China slowdown alters FCA’s plans for Alfa Romeo

Michael Wayland
The Detroit News

Changing market conditions in China, including a slowdown in car sales, is causing Fiat Chrysler Automobiles NV to rethink its global growth plans for Alfa Romeo.

Fiat Chrysler CEO Sergio Marchionne told investors and news media on Wednesday that expanding the famed Italian car brand’s sales to 400,000 by 2018 is still “achievable,” but the weakness in sales due to regulations increasing costs to import luxury vehicles in China has forced the automaker to reassess its strategy on where the growth will come from.

“One of the things that we will be doing is looking at the basing of our Alfa Romeo development on a global scale,” he said during a conference call to discuss third quarter earnings. “A relatively significant portion of our volume ambitions for 2018 for Alfa were China-driven.”

Marchionne confirmed the company is re-evaluating the sequencing of the product launches for Alfa Romeo. “The sequencing will change, and I think the number itself of 400,000 will probably hold,” he said.

Fiat Chrysler last year unveiled plans to invest 5 billion euros ($6 billion) in Alfa for eight new models to spur sales from 74,000 in 2013 to 400,000 by 2018. The plan was one of the most daunting parts of a five-year strategy outlined by Marchionne and other top executives for Fiat Chrysler in March 2014.

Many analysts have been critical of the plans for Alfa – particularly around the June unveiling of the Alfa Romeo Giulia, a midsize sedan slated to be the first all-new vehicle under the plan.

“Talk of a dramatic improvement in FCA profitability, driven by Alfa – or attributing a big value to the brand – is misguided in our view,” wrote Bernstein Research analyst Max Warburton. “Despite our love of Alfa's past, we're unconvinced by its future.”

Warburton questioned if the Giulia midsize sedan was “the beginning of a genuine rebirth” or “just vaporware” – referring to products announced and promoted, but never actually appearing in stores.

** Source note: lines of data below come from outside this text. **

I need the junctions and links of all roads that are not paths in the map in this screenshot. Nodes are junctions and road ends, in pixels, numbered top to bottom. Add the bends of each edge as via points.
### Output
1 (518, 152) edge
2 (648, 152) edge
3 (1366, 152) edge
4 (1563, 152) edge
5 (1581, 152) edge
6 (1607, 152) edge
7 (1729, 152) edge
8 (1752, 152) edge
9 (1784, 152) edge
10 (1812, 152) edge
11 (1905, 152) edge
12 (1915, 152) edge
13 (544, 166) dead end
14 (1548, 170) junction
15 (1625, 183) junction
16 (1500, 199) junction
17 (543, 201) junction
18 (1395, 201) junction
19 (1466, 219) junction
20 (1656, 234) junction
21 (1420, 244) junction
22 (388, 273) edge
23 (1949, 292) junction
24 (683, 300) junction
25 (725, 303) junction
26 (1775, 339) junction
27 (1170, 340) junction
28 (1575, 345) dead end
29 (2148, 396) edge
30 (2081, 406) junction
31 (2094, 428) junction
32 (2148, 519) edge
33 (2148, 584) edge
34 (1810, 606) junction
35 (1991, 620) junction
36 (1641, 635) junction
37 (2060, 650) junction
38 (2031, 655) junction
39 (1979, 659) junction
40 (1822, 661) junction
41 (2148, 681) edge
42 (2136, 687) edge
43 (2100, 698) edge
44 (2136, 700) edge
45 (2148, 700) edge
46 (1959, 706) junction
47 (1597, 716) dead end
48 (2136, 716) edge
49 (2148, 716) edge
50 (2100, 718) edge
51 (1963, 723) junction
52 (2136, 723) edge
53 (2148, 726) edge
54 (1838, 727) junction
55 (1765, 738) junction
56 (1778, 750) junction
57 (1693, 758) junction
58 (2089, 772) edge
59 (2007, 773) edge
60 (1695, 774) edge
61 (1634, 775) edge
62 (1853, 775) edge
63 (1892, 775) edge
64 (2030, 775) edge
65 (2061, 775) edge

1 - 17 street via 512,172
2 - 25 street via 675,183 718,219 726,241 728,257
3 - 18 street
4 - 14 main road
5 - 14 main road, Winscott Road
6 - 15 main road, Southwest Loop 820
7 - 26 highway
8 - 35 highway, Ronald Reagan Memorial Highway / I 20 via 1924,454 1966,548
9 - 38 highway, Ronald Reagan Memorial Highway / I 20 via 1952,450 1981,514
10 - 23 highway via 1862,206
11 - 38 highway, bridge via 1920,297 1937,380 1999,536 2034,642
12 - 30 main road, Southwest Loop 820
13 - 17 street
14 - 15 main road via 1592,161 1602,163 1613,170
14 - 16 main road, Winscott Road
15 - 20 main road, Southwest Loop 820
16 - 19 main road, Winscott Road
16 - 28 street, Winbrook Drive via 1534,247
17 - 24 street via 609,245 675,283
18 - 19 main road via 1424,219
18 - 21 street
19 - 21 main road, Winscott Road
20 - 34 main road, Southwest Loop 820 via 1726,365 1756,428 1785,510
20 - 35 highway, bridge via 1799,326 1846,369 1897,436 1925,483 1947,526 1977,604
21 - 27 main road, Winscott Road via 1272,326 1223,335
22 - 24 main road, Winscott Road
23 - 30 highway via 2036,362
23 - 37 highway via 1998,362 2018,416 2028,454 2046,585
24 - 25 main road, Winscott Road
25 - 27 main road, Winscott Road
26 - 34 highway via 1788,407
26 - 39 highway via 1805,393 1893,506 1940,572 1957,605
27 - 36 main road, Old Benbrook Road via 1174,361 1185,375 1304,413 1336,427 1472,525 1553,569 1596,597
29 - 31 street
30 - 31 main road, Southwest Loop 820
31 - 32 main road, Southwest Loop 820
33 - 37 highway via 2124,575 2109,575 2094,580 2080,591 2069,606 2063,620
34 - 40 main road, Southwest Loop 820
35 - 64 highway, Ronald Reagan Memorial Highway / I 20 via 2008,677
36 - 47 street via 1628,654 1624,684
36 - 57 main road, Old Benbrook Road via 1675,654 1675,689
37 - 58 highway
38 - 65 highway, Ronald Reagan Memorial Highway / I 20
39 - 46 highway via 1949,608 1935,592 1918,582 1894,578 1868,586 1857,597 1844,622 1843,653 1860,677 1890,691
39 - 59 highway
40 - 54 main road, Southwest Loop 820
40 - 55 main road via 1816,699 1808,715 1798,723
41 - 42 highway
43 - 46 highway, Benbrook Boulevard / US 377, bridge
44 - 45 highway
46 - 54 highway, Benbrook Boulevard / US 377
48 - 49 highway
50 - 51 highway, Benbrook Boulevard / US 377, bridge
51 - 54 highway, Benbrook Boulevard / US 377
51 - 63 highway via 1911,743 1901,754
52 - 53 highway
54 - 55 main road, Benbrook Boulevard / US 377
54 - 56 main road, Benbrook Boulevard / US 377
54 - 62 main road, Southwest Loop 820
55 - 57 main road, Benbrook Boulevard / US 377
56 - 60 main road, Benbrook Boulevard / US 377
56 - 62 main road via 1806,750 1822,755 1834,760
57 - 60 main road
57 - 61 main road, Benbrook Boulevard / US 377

The Giulia unveiling followed the introductions of the low-volume 4C Coupe and 4C Spider. The mid-engine 4C Coupe has been on sale in the U.S. since December. It combines aggressive Italian styling and carbon-fiber monocoque and aluminum chassis structures with a host of powertrain and technological features.

Head of Alfa Romeo Harald J. Wester told media at the beginning of this year that a midsize SUV smaller than the Grand Cherokee will follow the Giulia. According to the company's five-year plan, the vehicle is anticipated to launch between 2016-2018.

Alfa Romeo prior to last year was non-existent for two decades in North America, where the company plans to sell 150,000 Alfas by 2018. The brand helps fill a hole in the company's North American operations, which include mass-market brands Chrysler, Fiat, Jeep and Ram Truck, as well as luxury Maserati.

The slowdown in China also is expected to heavily impact Fiat Chrysler’s Maserati brand, which has experienced declining sales and earnings this year compared to a record year in 2014.

Marchionne did not expect the changing conditions in China to impact its Jeep sales in China, as the company is now locally producing SUVs for the brand domestically instead of importing.